The NJSBDC Team cares and we’re here to assist the thousands of small businesses and entrepreneurs who need our help.

Changing of the Guard: An Advocate for Small Business Retires after 29 Years

Brenda B. Hopper, who has led America’s Small Business Development Center’s – New Jersey (NJSBDC) from its headquarters at Rutgers Business School since 1991, will retire effective March 31.

Hopper, who received her undergraduate degree and MBA from Rutgers, oversaw training and lobbying efforts that assisted small business owners throughout the state. She also was a visible and supportive member of the Rutgers Business School community.

Leon Fraser, an assistant professor of professional practice on the management and global business faculty and managing director of Rutgers Business School’s Executive Education Program, will step in as interim chief executive officer and state director of the New Jersey SBDC effective April 1.

The NJSBDC network provides management and technical assistance and advocates for small businesses and entrepreneurs across the state. It is primarily funded by the U.S. Small Business Administration and supported by New Jersey’s Business Action Center.

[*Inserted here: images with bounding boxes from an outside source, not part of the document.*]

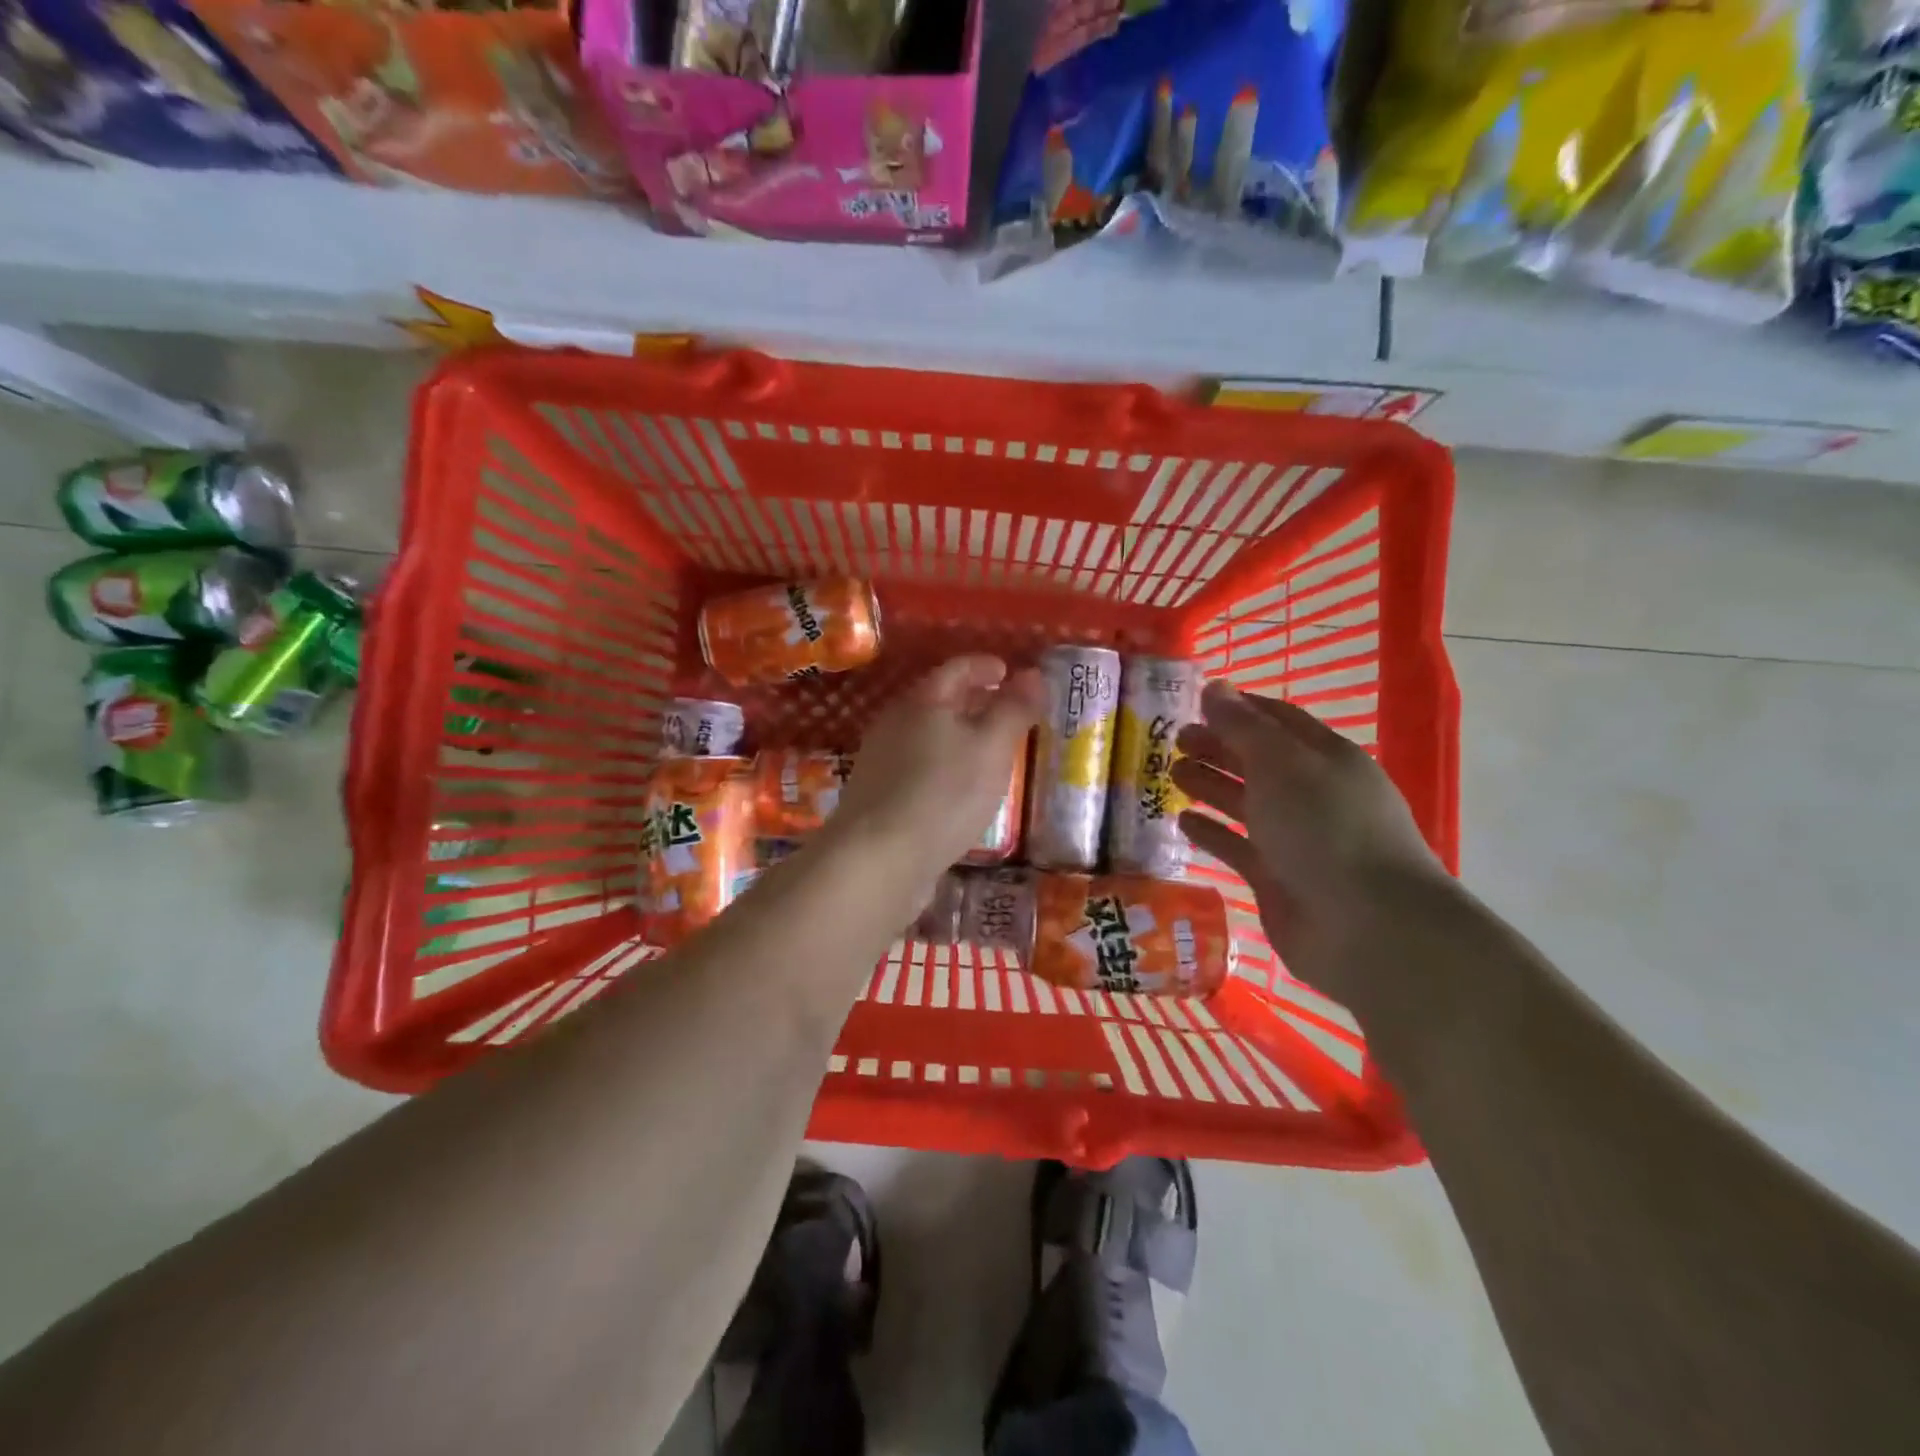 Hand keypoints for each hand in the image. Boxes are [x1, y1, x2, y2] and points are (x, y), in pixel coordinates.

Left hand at [826, 654, 1043, 888]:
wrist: (877, 860)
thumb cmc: (943, 794)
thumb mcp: (992, 747)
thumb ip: (1014, 709)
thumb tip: (1033, 674)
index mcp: (922, 701)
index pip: (957, 669)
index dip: (985, 666)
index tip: (1010, 673)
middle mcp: (894, 723)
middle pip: (938, 700)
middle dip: (974, 701)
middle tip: (1006, 711)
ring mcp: (880, 761)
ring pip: (927, 735)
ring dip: (958, 736)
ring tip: (988, 751)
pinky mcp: (878, 797)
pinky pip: (917, 767)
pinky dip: (943, 766)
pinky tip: (958, 790)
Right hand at [1171, 683, 1446, 1002]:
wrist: (1366, 927)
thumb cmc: (1325, 829)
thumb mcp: (1281, 764)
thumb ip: (1242, 727)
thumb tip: (1214, 687)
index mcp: (1325, 758)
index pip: (1278, 720)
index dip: (1239, 708)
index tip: (1196, 701)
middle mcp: (1311, 793)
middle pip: (1258, 760)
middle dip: (1218, 746)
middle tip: (1173, 739)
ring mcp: (1295, 838)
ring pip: (1246, 802)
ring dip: (1210, 785)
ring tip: (1170, 773)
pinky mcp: (1277, 878)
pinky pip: (1238, 846)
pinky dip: (1212, 832)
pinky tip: (1182, 821) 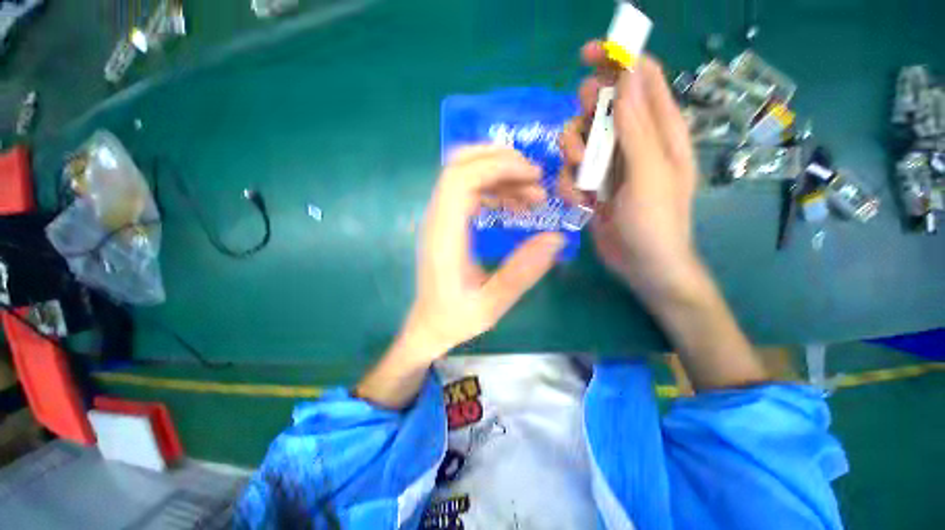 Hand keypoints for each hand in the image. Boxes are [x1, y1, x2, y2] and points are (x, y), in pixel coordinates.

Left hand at [403, 146, 564, 358]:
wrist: (430, 324)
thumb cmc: (456, 317)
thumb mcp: (492, 304)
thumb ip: (522, 273)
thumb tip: (556, 238)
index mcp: (444, 237)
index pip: (459, 180)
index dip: (496, 167)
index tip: (532, 176)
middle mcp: (436, 220)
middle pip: (458, 166)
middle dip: (498, 160)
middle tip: (534, 176)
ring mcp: (439, 219)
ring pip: (464, 175)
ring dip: (500, 175)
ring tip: (532, 194)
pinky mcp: (446, 223)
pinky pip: (468, 192)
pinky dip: (494, 190)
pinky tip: (514, 205)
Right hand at [560, 43, 700, 303]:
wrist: (641, 264)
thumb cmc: (655, 223)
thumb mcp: (649, 174)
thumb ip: (637, 127)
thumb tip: (627, 74)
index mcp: (660, 130)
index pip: (640, 76)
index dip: (616, 59)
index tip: (587, 57)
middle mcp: (633, 141)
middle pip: (600, 107)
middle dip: (584, 121)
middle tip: (583, 148)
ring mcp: (610, 165)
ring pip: (580, 140)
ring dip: (572, 159)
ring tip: (582, 184)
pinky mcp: (592, 185)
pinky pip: (571, 172)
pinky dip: (570, 185)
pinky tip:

“I am proud to say that I led a team that has helped thousands of successful business owners, infusing billions of dollars into NJ’s economy,” Hopper said. “I’ve learned and shared a lot along the way.”

“Know that I am ‘Rutgers Red’ to the core and will never be too far away from my Rutgers family,” she said. “Thanks for the camaraderie and insights, smiles, laughter and tears. It’s been quite a ride!”

Fraser will step into the leadership position at a daunting time for the state’s small business community.


Leon Fraser at Rutgers Business School's Business Community Engagement Symposium in November.
Leon Fraser is an assistant professor of professional practice and managing director of Rutgers Business School’s Executive Education Program.

“I wish to thank Brenda for her service for the past 29 years,” he said. “At this time of leadership transition, the COVID-19 crisis presents life-threatening challenges to all New Jersey residents. It also presents many unique challenges to small businesses that have closed down, affecting owners, employees, and their customers.”

“I look forward to working with the NJSBDC regional directors who are on the front lines of providing assistance, the Small Business Administration, and the small business community,” he said.

As she steps away from her long-time role, Hopper is planning to pursue an entrepreneurial path of her own as part of the CannaBoy Treehouse business in Union.

Hopper has deep roots in Newark. She attended classes in the Newark Public School System after her family moved from North Carolina. After graduating from high school, she worked at Prudential Insurance Company before going to Rutgers University-Newark to study economics and business.

She went on to earn her MBA from the Rutgers Graduate School of Management at a time when there were few black students or women. “We had such a tight study group, that we all encouraged and helped each other,” she said in a Rutgers Business School alumni profile written in 2017.

It was during her studies as a graduate student that she first became involved with helping small business owners struggling to comeback and grow after the Newark riots.